Regarding the applicant’s argument that Lee does not teach that the L groups such as L1 or L21 can be an aryl group, the Office points out that paragraph [0101] teaches that when the number of L1 groups is more than 1 than the L1 can be the same or different. Lee further teaches that L1 or L21 is preferably a phenylene group (paragraph [0084] and [0097]-[0099]). Lee teaches that L1 can be a phenylene group and the applicant’s argument is not persuasive.
Regarding the applicant’s argument that Lee does not teach that taught compound cannot be used in the electron transporting layer or hole blocking layer, the Office points out that paragraph [0187] specifically teaches that the taught compound can be used in a variety of layers in the electroluminescent device and these layer include a hole blocking layer or an electron transporting layer. Lee does teach that the compounds can be used in these layers and would direct one of ordinary skill in the art use the compound of Lee in the hole blocking layer or electron transporting layer.
Regarding the applicant’s argument of unexpected results, the results presented are not commensurate in scope with the prior art. The prior reference Lee teaches that the dibenzofuran group is directly attached to the triazine group and the reference example used does not have this limitation. The compounds of Lee are closer to the compounds of the instant application than the reference compound. The applicant has not compared there claimed invention to the compounds of Lee and the applicant’s argument is not persuasive. The reference compound of the instant application differs that the claimed invention by not comprising another aryl group between the carbazole group and the triazine group, the attachment position of the dibenzofuran group, and the presence of a linker between the triazine group and the dibenzofuran group. It is unclear from the reference compound what variable is causing the observed results over reference compound.

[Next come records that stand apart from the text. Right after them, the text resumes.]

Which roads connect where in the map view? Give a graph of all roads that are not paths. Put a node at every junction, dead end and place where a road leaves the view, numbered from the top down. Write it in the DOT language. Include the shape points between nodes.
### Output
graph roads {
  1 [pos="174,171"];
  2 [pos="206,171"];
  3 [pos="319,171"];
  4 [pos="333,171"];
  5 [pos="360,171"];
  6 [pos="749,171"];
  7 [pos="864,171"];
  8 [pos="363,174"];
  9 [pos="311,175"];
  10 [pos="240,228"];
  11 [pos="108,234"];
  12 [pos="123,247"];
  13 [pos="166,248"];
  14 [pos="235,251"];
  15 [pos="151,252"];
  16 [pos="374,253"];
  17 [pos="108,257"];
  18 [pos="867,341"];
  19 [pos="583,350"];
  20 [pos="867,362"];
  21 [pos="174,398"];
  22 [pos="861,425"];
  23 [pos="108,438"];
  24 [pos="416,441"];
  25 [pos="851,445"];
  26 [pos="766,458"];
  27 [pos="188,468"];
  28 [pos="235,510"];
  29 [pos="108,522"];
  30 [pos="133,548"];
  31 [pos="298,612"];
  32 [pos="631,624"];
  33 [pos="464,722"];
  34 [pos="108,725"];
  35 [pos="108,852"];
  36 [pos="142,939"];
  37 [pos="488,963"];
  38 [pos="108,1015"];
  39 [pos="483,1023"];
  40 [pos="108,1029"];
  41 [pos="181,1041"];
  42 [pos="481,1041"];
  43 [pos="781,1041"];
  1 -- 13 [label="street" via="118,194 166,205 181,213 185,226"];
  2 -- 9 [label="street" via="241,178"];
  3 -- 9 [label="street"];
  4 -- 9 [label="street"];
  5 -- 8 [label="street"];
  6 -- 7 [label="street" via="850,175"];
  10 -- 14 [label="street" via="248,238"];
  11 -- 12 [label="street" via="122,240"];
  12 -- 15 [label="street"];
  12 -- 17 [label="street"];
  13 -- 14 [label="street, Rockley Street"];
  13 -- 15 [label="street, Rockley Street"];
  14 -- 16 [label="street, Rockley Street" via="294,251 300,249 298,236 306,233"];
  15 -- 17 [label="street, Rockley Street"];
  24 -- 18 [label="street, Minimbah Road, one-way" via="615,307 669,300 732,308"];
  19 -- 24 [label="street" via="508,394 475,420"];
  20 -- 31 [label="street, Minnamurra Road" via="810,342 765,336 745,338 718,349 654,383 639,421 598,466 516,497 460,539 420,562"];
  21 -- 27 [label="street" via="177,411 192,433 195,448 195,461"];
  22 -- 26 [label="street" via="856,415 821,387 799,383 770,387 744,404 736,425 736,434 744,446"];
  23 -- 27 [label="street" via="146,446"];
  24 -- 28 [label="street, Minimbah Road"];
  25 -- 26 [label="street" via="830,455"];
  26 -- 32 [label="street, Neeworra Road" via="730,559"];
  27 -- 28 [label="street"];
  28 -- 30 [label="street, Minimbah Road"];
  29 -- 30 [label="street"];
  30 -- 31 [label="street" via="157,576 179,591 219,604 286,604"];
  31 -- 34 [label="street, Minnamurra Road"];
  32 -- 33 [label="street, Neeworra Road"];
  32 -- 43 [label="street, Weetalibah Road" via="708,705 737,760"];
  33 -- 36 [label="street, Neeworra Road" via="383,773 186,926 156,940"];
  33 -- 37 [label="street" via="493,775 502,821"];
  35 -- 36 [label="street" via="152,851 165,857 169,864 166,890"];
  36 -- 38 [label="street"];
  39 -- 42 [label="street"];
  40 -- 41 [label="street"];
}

Claim Rejections - 35 USC § 112
The following is a quotation of 35 U.S.C. 112(d):
(d) REFERENCE IN DEPENDENT FORMS.—Subject to subsection (e), a claim in dependent form shall contain a reference to a claim previously set forth and then specify a further limitation of the subject matter claimed. A claim in dependent form shall be construed to incorporate by reference all the limitations of the claim to which it refers.
The following is a quotation of pre-AIA 35 U.S.C. 112, fourth paragraph:
Subject to the following paragraph [i.e., the fifth paragraph of pre-AIA 35 U.S.C. 112], a claim in dependent form shall contain a reference to a claim previously set forth and then specify a further limitation of the subject matter claimed. A claim in dependent form shall be construed to incorporate by reference all the limitations of the claim to which it refers.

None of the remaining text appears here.